After averaging 28 minutes per game during the 2020-21 season and playing 23 minutes over the first 40 games of the current NBA season, Green’s average minutes per game dipped down under 20 minutes for the final 22 games of the regular season, with the three-time champion playing just 19.6 per game, with a high of 38:33 and a healthy low of just 11:13.

So what gives? Was Green fully washed? Had the 3-and-D wing lost his ability to regularly 3 and also D?

Well, if the Philadelphia 76ers’ last two games are of any indication, the price of UNC might have just been saving his best stuff for when the games matter a whole lot more: The playoffs.

The Philadelphia 76ers are getting vintage DG14 at the best possible time.

If there’s one thing Danny Green is better at than Matisse Thybulle, it’s shooting 3s at a high clip.

Mind you, Thybulle isn’t as bad a 3 point shooter as some may suggest, as since James Harden came to town, the third-year wing out of Washington has drained 38.5 percent of his shots from beyond the arc – on only 1.7 attempts per game – but if two teams are trading leads in a crucial part of the game, it’s a whole lot more comforting to see DG on the wing waiting for an open shot, even at the tender age of 34.

While Thybulle’s defense does come in handy against a team with elite perimeter scorers like the Brooklyn Nets, the Miami Heat, or the Milwaukee Bucks, the Raptors aren’t that team. No offense to Fred VanVleet or Gary Trent Jr., but the Raptors win their games with size, length, and versatility, not a ball-dominant guard who wins games with ISO ball. No, in this particular series, having an above-average switchable wing like Green is totally acceptable on the defensive end of the court versus an All-Defense-level performer, which is at least part of the reason why Thybulle has only averaged 14 minutes per game through Games 1 and 2.

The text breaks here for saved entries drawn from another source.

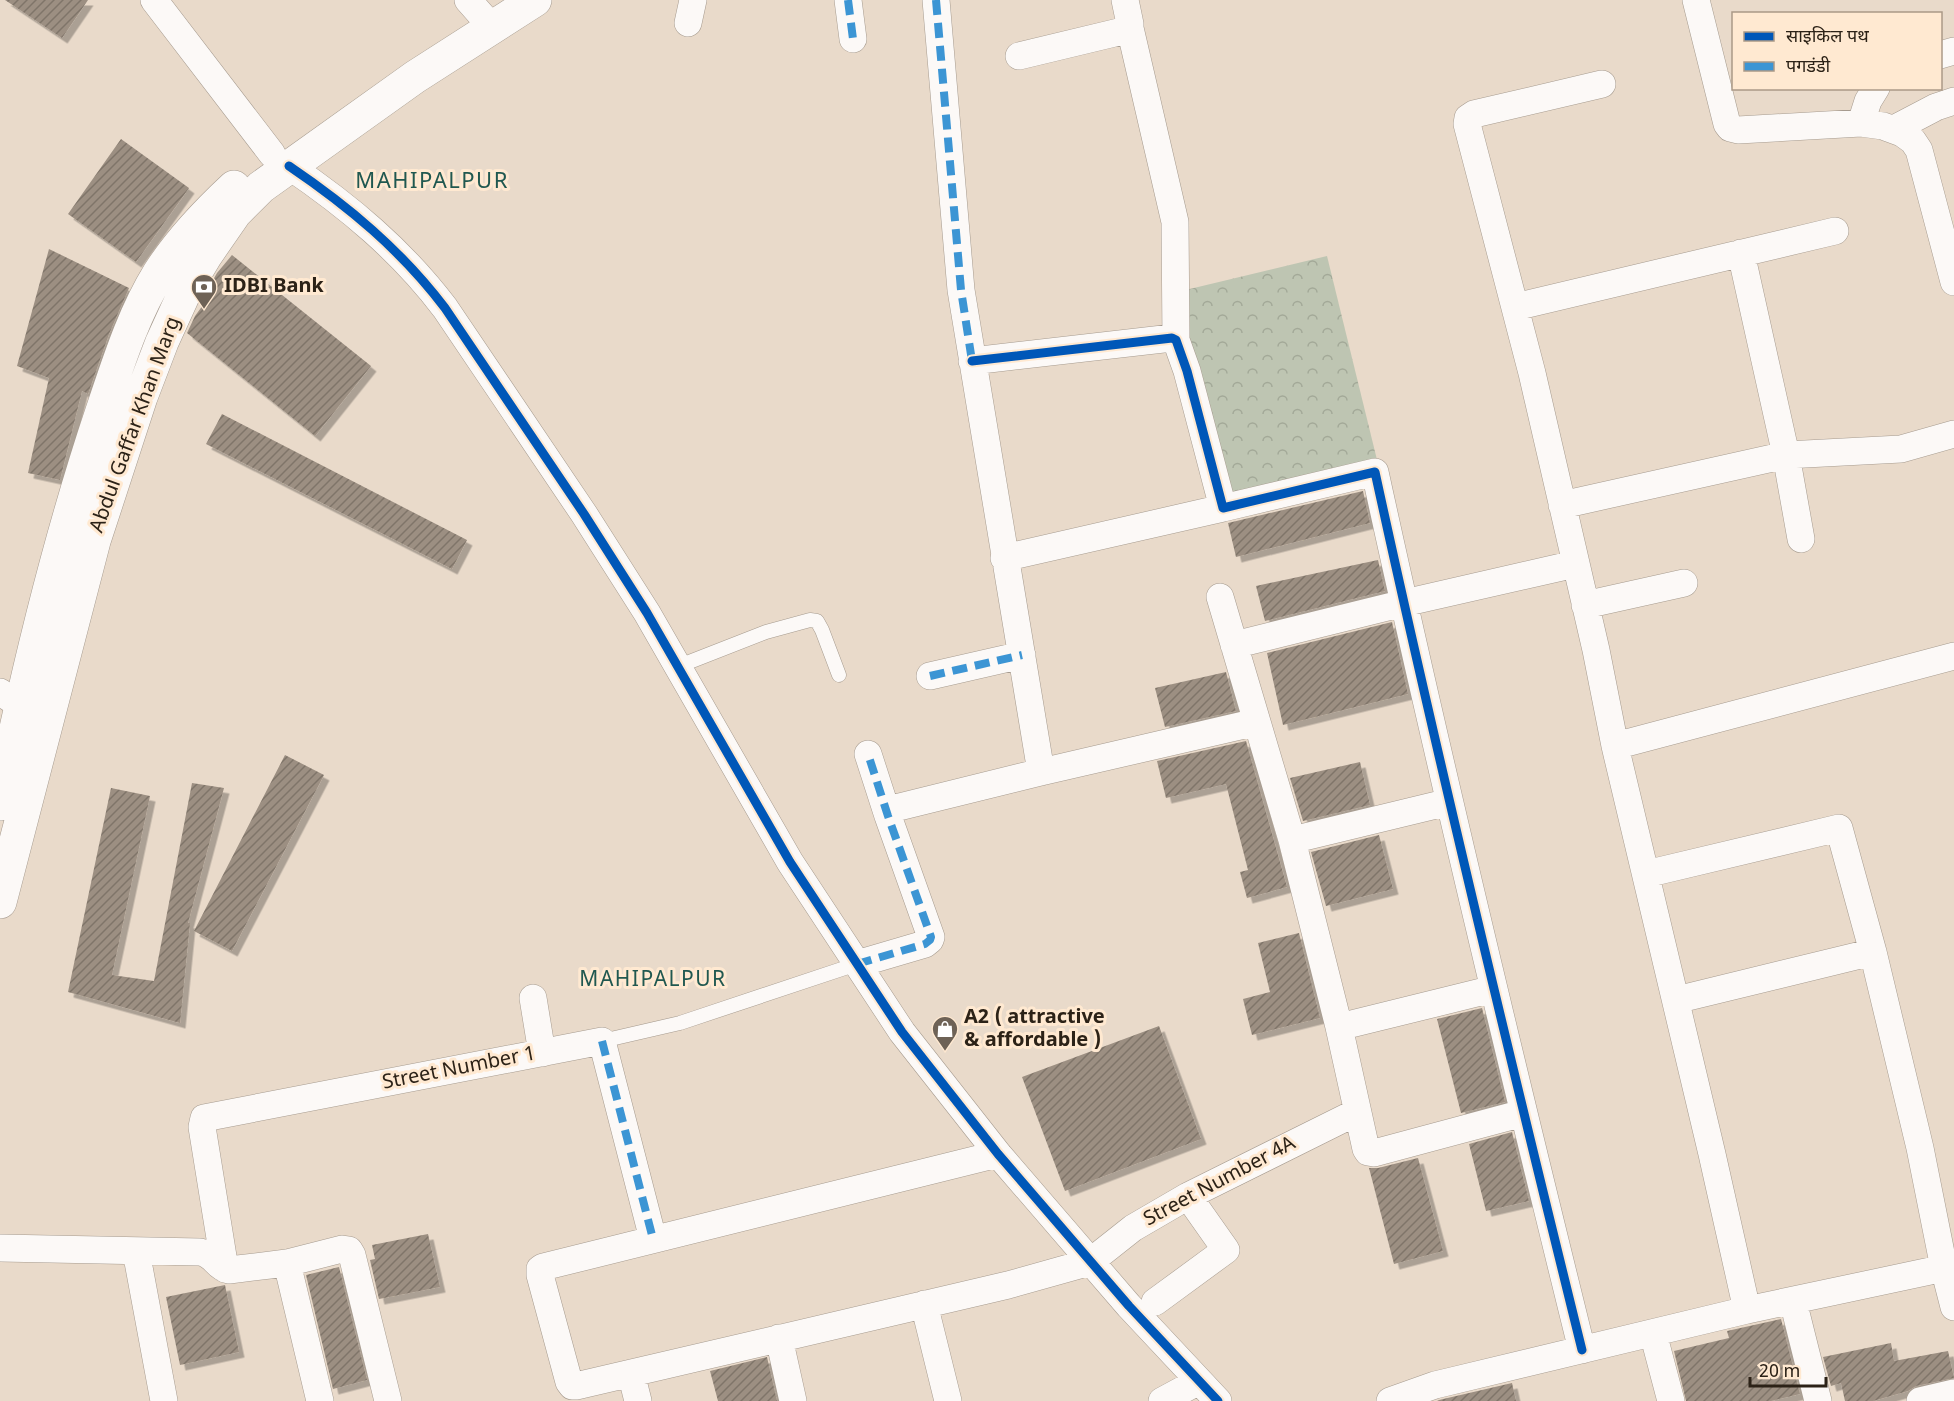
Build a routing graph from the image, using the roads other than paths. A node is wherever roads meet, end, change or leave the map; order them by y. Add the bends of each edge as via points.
1 (154, 0) edge
2 (535, 0) edge
3 (848, 0) edge
4 (936, 0) edge
5 (1125, 0) edge
6 (1696, 0) edge
7 (486, 6) edge
8 (1130, 28) junction
9 (853, 39) dead end
10 (1019, 56) dead end
11 (1602, 84) dead end
12 (1875, 90) edge
13 (1954, 101) edge
14 (1861, 123) junction
15 (1894, 129) junction
16 (280, 160) junction
17 (1835, 231) dead end
18 (1741, 253) junction
19 (1954, 282) edge
20 (1515, 307) junction
21 (1176, 340) junction
22 (972, 361) junction
23 (1954, 434) edge
24 (1786, 455) junction
25 (1562, 505) junction
26 (1222, 508) junction
27 (1801, 539) dead end
28 (1004, 558) junction
29 (1575, 564) junction
30 (1684, 584) dead end
31 (1220, 597) dead end
32 (1404, 603) junction
33 (1585, 605) junction
34 (1234, 645) junction
35 (1022, 655) junction
36 (1954, 656) edge
37 (679, 666) junction
38 (839, 675) dead end
39 (930, 676) dead end
40 (10, 699) edge
41 (1257, 722) junction
42 (1615, 746) junction
43 (868, 754) dead end
44 (1041, 772) junction
45 (1449, 802) junction
46 (0, 804) edge
47 (887, 810) junction
48 (1292, 840) junction
49 (1646, 874) junction
50 (0, 902) edge
51 (1873, 952) junction
52 (857, 964) junction
53 (1493, 989) junction
54 (532, 998) dead end
55 (1676, 1000) junction
56 (1339, 1027) junction
57 (602, 1041) junction
58 (542, 1053) junction
59 (1357, 1112) junction
60 (1523, 1113) junction
61 (998, 1154) junction
62 (1188, 1196) junction
63 (653, 1239) junction
64 (0, 1248) edge
65 (136, 1251) junction
66 (1090, 1262) junction
67 (287, 1263) junction
68 (1949, 1267) edge
69 (225, 1269) junction
70 (1793, 1300) junction
71 (1155, 1302) dead end
72 (924, 1304) junction
73 (1954, 1307) edge
74 (1747, 1310) junction
75 (1653, 1334) junction
76 (778, 1338) junction
77 (1582, 1350) junction
78 (631, 1373) junction
79 (1199, 1381) junction
80 (1954, 1393) edge
81 (1419, 1396) edge
82 (164, 1401) edge
83 (320, 1401) edge
84 (388, 1401) edge
85 (638, 1401) edge
86 (793, 1401) edge
87 (948, 1401) edge
88 (1162, 1401) edge
89 (1218, 1401) edge
90 (1390, 1401) edge
91 (1671, 1401) edge
92 (1818, 1401) edge
93 (1920, 1401) edge

1 - 16 street
2 - 16 main road, Abdul Gaffar Khan Marg
3 - 9 street
4 - 22 street via 961,290
5 - 8 street
6 - 14 street via 1730,128
7 - 16 main road, Abdul Gaffar Khan Marg
8 - 10 street
8 - 21 street via 1175,222
11 - 20 street via 1468,118
12 - 14 street
13 - 15 street
14 - 15 street
15 - 19 street via 1907,136 1919,150
16 - 37 street via 363,221 424,280 584,514
16 - 40 main road, Abdul Gaffar Khan Marg via 250,172 190,230 158,274 122,352
16 - 50 main road, Abdul Gaffar Khan Marg via 219,234 188,285 141,397 94,541
17 - 18 street
18 - 20 street
18 - 24 street
20 - 25 street
21 - 22 street
21 - 26 street
22 - 28 street
23 - 24 street via 1901,449
24 - 25 street
24 - 27 street
25 - 29 street
26 - 28 street
26 - 32 street via 1375,472
28 - 35 street
29 - 32 street
29 - 33 street
30 - 33 street
31 - 34 street
32 - 34 street
32 - 45 street
33 - 42 street
34 - 41 street
35 - 39 street
35 - 44 street
36 - 42 street
37 - 38 lane via 766,632 810,620 817,621 822,630
37 - 52 street via 785,853
40 - 46 main road, Abdul Gaffar Khan Marg
41 - 44 street
41 - 48 street
42 - 49 street
43 - 47 street
44 - 47 street
45 - 48 street
45 - 53 street
47 - 52 street via 931,937 925,944
48 - 56 street
49 - 51 street via 1839,828
49 - 55 street
51 - 55 street
51 - 68 street
52 - 57 lane, Street Number 1 via 680,1023
52 - 61 street via 902,1032
53 - 56 street
53 - 60 street
54 - 58 street
55 - 74 street
56 - 59 street
57 - 58 street, Street Number 1
57 - 63 street
58 - 69 street, Street Number 1 via 204,1118 202,1127
59 - 60 street via 1366,1149 1374,1153
59 - 62 street, Street Number 4A
60 - 77 street
61 - 63 street
61 - 66 street
62 - 66 street, Street Number 4A via 1133,1228
62 - 71 street via 1226,1250
63 - 78 street via 540,1269 572,1386
64 - 65 street
65 - 69 street via 208,1254
65 - 82 street
66 - 72 street
66 - 79 street
67 - 69 street
67 - 83 street
67 - 84 street via 342,1249 351,1252
68 - 70 street
68 - 73 street
70 - 74 street
70 - 92 street
72 - 76 street
72 - 87 street
74 - 75 street
75 - 77 street
75 - 91 street
76 - 78 street
76 - 86 street
77 - 81 street
78 - 85 street
79 - 88 street
79 - 89 street
80 - 93 street
81 - 90 street

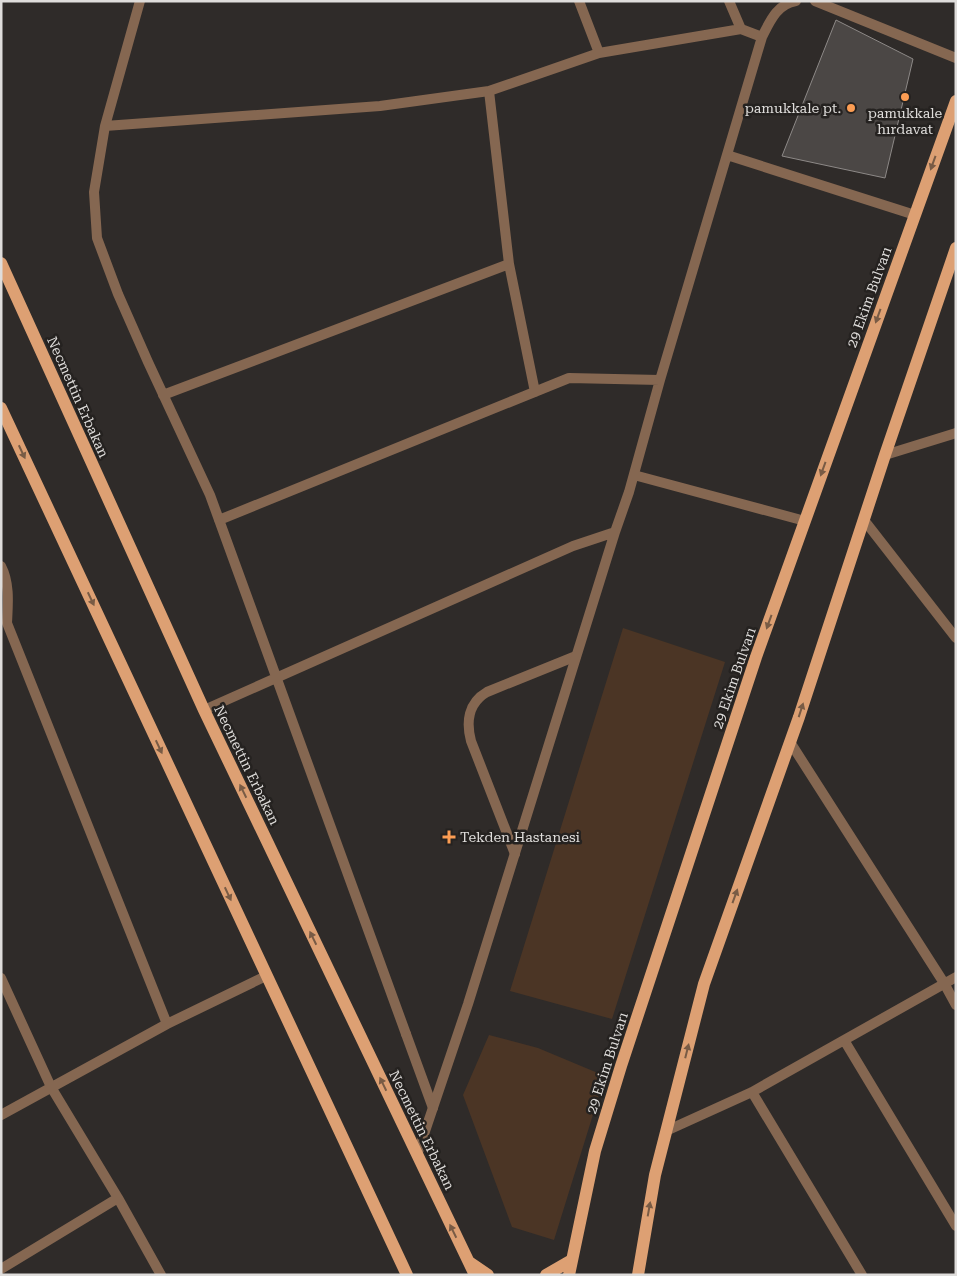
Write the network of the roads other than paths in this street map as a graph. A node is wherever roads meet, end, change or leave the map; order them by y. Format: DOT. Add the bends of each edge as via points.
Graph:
graph roads {
  1 [pos="140,1"];
  2 [pos="579,1"];
  3 [pos="729,1"];
  4 [pos="796,1"];
  5 [pos="815,1"];
  6 [pos="741,29"];
  7 [pos="762,37"];
  8 [pos="599,52"];
  9 [pos="956,58"];
  10 [pos="489,91"];
  11 [pos="956,101"];
  12 [pos="105,126"];
  13 [pos="727,155"];
  14 [pos="915,214"];
  15 [pos="956,248"];
  16 [pos="1,263"];
  17 [pos="509,264"];
  18 [pos="660,380"];
  19 [pos="535,392"];
  20 [pos="163,395"];
  21 [pos="1,408"];
  22 [pos="956,433"];
  23 [pos="885,455"];
  24 [pos="634,475"];
  25 [pos="220,520"];
  26 [pos="864,520"];
  27 [pos="805,521"];
  28 [pos="615,532"];
  29 [pos="1,566"];
  30 [pos="4,624"];
  31 [pos="956,638"];
  32 [pos="576,656"];
  33 [pos="277,678"];
  34 [pos="204,710"];
  35 [pos="790,742"];
  36 [pos="515,854"];
  37 [pos="266,976"];
  38 [pos="956,976"];
  39 [pos="1,978"];
  40 [pos="944,983"];
  41 [pos="956,1005"];
  42 [pos="167,1024"];
  43 [pos="844,1040"];
  44 [pos="52,1087"];
  45 [pos="752,1092"];
  46 [pos="433,1108"];
  47 [pos="1,1115"];
  48 [pos="666,1131"];
  49 [pos="417,1155"];
  50 [pos="118,1198"];
  51 [pos="956,1226"];
  52 [pos="644,1238"];
  53 [pos="572,1260"];
  54 [pos="468,1262"];
  55 [pos="1,1269"];
  56 [pos="161,1275"];
  57 [pos="407,1275"];
  58 [pos="474,1275"];
  59 [pos="488,1275"];
  60 [pos="546,1275"];
  61 [pos="569,1275"];
  62 [pos="630,1275"];
  63 [pos="638,1275"];
  64 [pos="862,1275"];
  1 -- 12 [label="street"];
  2 -- 8 [label="street"];
  3 -- 6 [label="street"];
  4 -- 7 [label="street" via="781,7 771,17"];
  5 -- 9 [label="street"];
  6 -- 7 [label="street"];
  6 -- 8 [label="street"];
  7 -- 13 [label="street"];
  8 -- 10 [label="street"];
  10 -- 12 [label="street" via="380,106"];
  10 -- 17 [label="street"];
  11 -- 14 [label="main road, 29 Ekim Bulvarı, one-way"];
  12 -- 20 [label="street" via="94,192 97,238"];
  13 -- 14 [label="street"];
  13 -- 18 [label="street"];
  14 -- 27 [label="main road, 29 Ekim Bulvarı, one-way"];
  15 -- 23 [label="main road"];
  16 -- 34 [label="main road, Necmettin Erbakan"];
  17 -- 19 [label="street"];
  17 -- 20 [label="street"];
  18 -- 19 [label="street" via="569,378"];
  18 -- 24 [label="street"];
  19 -- 25 [label="street"];
  20 -- 25 [label="street"];
  21 -- 37 [label="main road, one-way"];
  22 -- 23 [label="street"];
  23 -- 26 [label="main road"];
  24 -- 27 [label="street"];
  24 -- 28 [label="street"];
  25 -- 33 [label="street"];
  26 -- 31 [label="street"];
  35 -- 26 [label="main road, one-way"];
  27 -- 53 [label="main road, 29 Ekim Bulvarı, one-way" via="758,651 621,1066 595,1150"];
  28 -- 32 [label="street"];
  28 -- 33 [label="street" via="573,546"];
  29 -- 30 [label="street" via="8,600"];
  30 -- 42 [label="street"];
  32 -- 36 [label="street"];
  32 -- 36 [label="street" via="487,692 470,711 471,742"];
  33 -- 34 [label="street"];
  33 -- 46 [label="street"];
  49 -- 34 [label="main road, Necmettin Erbakan, one-way"];
  35 -- 40 [label="street"];
  48 -- 35 [label="main road, one-way" via="704,984"];
  36 -- 46 [label="street"];
  37 -- 42 [label="street"];
  37 -- 57 [label="main road"];
  38 -- 40 [label="street"];
  39 -- 44 [label="street"];
  40 -- 41 [label="street"];
  40 -- 43 [label="street"];
  42 -- 44 [label="street"];
  43 -- 45 [label="street"];
  43 -- 51 [label="street"];
  44 -- 47 [label="street"];
  44 -- 50 [label="street"];
  45 -- 48 [label="street"];
  45 -- 64 [label="street"];
  46 -- 49 [label="street"];
  52 -- 48 [label="main road, one-way"];
  54 -- 49 [label="main road, Necmettin Erbakan, one-way"];
  50 -- 55 [label="street"];
  50 -- 56 [label="street"];
  52 -- 62 [label="main road"];
  52 -- 63 [label="main road"];
  53 -- 60 [label="main road"];
  53 -- 61 [label="main road, 29 Ekim Bulvarı"];
  54 -- 58 [label="main road, Necmettin Erbakan"];
  54 -- 59 [label="main road"];
}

The other reason? Well, you’ll see in Games 3 and 4.

With Green back in the starting lineup, the Sixers have five players who are above-average or better 3 points shooters and can keep the field perfectly spaced for whichever player happens to have the ball in their hands at the time. This has allowed the Sixers to seemingly always have one shooter open thanks to the myriad of different double-teams Nick Nurse has deployed on Harden, Joel Embiid, and even Tyrese Maxey, which has, in turn, allowed the trio to absolutely feast on their foes to the tune of 45.5 points per game off of assists, which is good for 37.4 percent of the team’s total points per game.

To his credit, Green has played that role very well, as 5.5 of his seven attempts from beyond the arc in each of the series’s first two-game have come of the catch-and-shoot variety, and 80 percent of his made shots overall have been assisted.

This new wrinkle to the Sixers’ offense has opened up everything up and turned Thybulle into a defensive sixth man coming off the bench, which is rather unconventional, but hey, what about this particular season has been conventional? When a player holds out for the better part of eight months and sues a team for $20 million, things aren’t exactly business as usual.

Next. James Harden doesn’t look the same. That’s a good thing.. dark

Will Danny Green remain in the Philadelphia 76ers’ starting lineup once their series versus the Toronto Raptors is over? Only time will tell; assuming the Sixers come out of this round the victors, I would assume Doc Rivers will reevaluate his rotation based on who the team’s round two opponent ends up being. But after coasting through the first month-plus of the regular season, it’s clear the Sixers have stumbled into a rotation that works, and unless something radically changes, the sticking with DG in the starting lineup and a bench of Matisse Thybulle, Paul Reed, Georges Niang, and Shake Milton is probably their best course of action moving forward.